For instance, you can carry an ad for a crop insurance company with the weather alert. An agrochemical company can support the fertilizer alert. And one of the seed companies can advertise within the grain price alert.
Nice model. Everyone benefits.
Now let’s say that the money generated by these sponsored alerts makes up a significant proportion of your revenue. As your company grows, so do your costs, and the pressure is on to increase the number of alerts going out. After all, you have a lineup of willing sponsors and a limited number of subscribers. The easiest way to increase your revenue is to increase the number of emails going out.
This is where the problems can start.
Instead of receiving two emails a week (each containing very valuable information), now I’m getting five emails a week, and the quality of the information is falling a little. After all, you have to find something that can count as an “alert” to justify those extra, revenue-generating emails.
Back when you planned this model, you likely figured that it would be driven by the needs of your customers. Goodness knows farmers need a lot of timely information.
But now you are changing things based on the demands of your revenue model. You’re sending out more alerts than your farmers really need, because you can make a lot more money if you do.
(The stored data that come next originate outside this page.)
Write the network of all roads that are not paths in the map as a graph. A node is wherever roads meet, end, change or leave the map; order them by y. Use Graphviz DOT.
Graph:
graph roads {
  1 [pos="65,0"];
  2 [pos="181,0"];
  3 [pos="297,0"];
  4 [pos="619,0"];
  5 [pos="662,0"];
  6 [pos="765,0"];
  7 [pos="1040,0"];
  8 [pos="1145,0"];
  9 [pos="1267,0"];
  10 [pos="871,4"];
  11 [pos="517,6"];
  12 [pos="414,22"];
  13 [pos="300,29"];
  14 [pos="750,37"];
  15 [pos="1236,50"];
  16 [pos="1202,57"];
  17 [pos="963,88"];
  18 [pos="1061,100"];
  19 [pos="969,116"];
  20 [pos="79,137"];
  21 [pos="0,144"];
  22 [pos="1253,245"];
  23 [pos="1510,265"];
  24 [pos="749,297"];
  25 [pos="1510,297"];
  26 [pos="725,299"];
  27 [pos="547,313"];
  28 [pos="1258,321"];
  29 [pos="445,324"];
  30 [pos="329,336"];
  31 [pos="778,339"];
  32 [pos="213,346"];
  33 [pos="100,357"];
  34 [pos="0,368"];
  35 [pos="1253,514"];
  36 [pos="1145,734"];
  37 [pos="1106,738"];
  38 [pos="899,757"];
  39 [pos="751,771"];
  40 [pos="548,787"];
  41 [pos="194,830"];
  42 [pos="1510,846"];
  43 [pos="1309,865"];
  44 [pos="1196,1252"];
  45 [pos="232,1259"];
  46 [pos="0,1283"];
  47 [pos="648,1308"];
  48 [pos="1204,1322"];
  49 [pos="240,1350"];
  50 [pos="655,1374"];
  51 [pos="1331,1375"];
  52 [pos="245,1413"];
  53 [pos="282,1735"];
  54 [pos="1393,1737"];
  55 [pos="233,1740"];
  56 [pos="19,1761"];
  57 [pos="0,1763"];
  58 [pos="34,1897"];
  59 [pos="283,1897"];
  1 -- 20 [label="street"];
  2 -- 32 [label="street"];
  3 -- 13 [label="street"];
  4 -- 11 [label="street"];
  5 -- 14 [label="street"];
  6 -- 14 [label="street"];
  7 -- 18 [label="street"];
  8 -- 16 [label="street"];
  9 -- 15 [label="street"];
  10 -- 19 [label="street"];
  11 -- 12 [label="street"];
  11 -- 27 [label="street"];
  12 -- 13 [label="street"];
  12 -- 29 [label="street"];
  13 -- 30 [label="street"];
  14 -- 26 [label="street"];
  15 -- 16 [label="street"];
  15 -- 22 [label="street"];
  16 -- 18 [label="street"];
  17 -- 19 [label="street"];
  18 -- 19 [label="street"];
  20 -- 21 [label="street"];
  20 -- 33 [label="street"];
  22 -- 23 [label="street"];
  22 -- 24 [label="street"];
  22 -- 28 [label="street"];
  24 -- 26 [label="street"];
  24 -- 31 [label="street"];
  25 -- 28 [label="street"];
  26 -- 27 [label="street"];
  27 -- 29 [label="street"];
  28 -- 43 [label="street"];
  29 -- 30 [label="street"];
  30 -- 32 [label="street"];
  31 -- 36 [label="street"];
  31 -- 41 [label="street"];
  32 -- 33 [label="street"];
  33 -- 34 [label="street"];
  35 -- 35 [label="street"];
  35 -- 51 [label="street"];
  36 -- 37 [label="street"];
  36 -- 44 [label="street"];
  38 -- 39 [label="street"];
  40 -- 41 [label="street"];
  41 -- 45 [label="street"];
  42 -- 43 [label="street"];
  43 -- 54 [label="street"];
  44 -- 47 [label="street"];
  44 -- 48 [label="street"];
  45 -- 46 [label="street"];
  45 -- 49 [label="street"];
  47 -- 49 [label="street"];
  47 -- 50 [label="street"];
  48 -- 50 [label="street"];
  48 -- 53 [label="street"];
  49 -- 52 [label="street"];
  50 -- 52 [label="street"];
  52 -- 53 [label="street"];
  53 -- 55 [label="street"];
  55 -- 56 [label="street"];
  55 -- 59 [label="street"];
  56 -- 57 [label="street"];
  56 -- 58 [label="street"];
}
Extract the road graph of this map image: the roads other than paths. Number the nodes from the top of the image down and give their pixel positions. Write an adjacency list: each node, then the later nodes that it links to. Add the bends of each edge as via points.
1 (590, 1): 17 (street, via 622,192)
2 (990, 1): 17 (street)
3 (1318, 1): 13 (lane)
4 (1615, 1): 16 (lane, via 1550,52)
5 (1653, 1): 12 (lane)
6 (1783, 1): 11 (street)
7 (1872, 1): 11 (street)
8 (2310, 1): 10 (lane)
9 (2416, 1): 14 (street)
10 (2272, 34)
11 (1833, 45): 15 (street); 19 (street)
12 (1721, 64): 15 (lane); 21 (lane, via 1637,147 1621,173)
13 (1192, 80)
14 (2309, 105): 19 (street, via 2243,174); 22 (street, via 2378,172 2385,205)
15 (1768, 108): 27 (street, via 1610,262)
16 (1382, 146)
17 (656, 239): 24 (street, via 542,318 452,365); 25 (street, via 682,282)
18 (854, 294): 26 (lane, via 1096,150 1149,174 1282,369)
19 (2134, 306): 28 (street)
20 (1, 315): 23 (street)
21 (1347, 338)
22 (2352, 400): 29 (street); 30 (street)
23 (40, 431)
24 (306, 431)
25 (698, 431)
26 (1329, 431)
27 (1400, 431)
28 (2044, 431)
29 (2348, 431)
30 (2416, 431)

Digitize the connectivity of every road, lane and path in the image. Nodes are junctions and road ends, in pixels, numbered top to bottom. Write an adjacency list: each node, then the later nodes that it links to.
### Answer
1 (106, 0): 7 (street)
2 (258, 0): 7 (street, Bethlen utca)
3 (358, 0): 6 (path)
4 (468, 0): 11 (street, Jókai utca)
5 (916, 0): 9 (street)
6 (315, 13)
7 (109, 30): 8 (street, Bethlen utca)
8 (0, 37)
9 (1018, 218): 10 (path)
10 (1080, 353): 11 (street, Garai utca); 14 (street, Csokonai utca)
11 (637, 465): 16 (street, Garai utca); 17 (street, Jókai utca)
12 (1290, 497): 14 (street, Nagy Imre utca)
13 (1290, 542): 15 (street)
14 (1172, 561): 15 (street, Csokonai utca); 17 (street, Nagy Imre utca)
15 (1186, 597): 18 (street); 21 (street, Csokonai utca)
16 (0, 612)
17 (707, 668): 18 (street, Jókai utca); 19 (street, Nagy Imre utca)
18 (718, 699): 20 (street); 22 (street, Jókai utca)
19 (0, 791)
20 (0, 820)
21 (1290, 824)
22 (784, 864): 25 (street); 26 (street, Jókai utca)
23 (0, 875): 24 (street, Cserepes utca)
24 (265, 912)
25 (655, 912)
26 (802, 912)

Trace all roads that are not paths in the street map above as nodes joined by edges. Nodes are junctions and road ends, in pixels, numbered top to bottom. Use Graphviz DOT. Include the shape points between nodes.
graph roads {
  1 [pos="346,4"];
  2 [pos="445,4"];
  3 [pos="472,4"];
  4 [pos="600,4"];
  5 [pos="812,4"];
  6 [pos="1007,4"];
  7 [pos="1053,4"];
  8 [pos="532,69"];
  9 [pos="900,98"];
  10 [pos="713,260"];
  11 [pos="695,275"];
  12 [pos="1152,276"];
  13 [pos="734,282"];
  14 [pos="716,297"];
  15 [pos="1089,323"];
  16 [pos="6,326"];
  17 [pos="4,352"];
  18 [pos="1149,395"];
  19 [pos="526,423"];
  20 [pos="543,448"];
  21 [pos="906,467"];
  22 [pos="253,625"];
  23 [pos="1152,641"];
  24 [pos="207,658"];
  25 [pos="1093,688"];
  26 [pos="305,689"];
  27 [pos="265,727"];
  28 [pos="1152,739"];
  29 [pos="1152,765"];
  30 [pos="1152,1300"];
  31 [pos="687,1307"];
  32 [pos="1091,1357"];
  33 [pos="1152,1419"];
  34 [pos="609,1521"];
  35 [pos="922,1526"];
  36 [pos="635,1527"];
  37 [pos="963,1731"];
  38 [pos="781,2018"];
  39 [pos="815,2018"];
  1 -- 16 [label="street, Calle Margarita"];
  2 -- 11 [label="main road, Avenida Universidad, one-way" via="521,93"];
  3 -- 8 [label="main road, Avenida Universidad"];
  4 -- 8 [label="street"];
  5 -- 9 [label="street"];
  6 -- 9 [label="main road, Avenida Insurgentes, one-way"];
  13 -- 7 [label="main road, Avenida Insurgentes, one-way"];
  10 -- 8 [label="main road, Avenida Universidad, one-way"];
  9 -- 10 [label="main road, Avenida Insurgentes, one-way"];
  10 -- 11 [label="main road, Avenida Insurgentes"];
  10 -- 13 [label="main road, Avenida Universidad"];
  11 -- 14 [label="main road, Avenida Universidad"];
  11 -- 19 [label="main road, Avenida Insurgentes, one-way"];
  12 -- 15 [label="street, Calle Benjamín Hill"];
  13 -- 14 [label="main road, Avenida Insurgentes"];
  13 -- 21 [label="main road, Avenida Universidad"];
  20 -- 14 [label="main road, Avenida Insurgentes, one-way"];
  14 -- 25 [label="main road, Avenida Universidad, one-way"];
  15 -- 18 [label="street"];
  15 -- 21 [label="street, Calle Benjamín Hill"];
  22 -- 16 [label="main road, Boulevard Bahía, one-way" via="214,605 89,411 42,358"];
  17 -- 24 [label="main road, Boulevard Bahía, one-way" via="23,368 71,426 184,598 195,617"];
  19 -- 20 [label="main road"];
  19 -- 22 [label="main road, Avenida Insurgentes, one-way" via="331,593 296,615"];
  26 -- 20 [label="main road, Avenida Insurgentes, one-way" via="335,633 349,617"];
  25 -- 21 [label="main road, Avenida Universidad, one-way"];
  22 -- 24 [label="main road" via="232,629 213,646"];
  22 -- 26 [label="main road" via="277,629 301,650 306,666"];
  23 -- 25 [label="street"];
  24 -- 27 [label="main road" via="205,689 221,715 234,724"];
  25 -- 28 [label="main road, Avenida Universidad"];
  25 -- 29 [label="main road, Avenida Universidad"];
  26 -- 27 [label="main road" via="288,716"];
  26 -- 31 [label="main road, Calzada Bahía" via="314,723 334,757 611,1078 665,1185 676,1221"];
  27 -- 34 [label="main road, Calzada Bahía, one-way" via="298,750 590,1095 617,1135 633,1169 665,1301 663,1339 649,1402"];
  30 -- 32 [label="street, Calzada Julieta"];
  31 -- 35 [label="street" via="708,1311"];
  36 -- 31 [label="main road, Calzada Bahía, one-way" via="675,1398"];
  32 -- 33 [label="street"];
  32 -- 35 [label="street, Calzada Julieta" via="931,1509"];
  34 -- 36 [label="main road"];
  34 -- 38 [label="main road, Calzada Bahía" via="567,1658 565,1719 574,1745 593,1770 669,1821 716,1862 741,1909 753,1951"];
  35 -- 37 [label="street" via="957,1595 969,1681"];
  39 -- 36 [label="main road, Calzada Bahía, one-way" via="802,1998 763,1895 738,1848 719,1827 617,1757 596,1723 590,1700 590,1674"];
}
For the first little while, most of your subscribers probably won’t notice what’s happening. In fact, they may be pleased to see that they are receiving even more information. And almost none of your subscribers will say, “Gee, those greedy alert folks. They’re padding their alerts to increase their sponsorship revenues.”
But they will sniff you out.
Customers may not be able to put their finger on what is happening in a circumstance like this, but never underestimate their ability to sense when something is not quite right. They’ll know it when the model shifts from serving their needs to serving the needs of the revenue model. And when that happens, the relationships you have created with your subscribers will begin to suffer. They won’t trust and respect you as much anymore. They won’t trust the importance of the information you provide to the same degree.
And when trusts fades, so does loyalty.
You lose customers.
And then some smart fella in your marketing department will think, “Hmmm, how can I make up the revenue I’m losing because of my shrinking subscriber base? I know! I’ll send out two alerts a day instead of just one!”
Dumber things have happened.
The moral of the story is, never forget that at the very end of the day, it’s the relationships you have with your customers that pay the bills.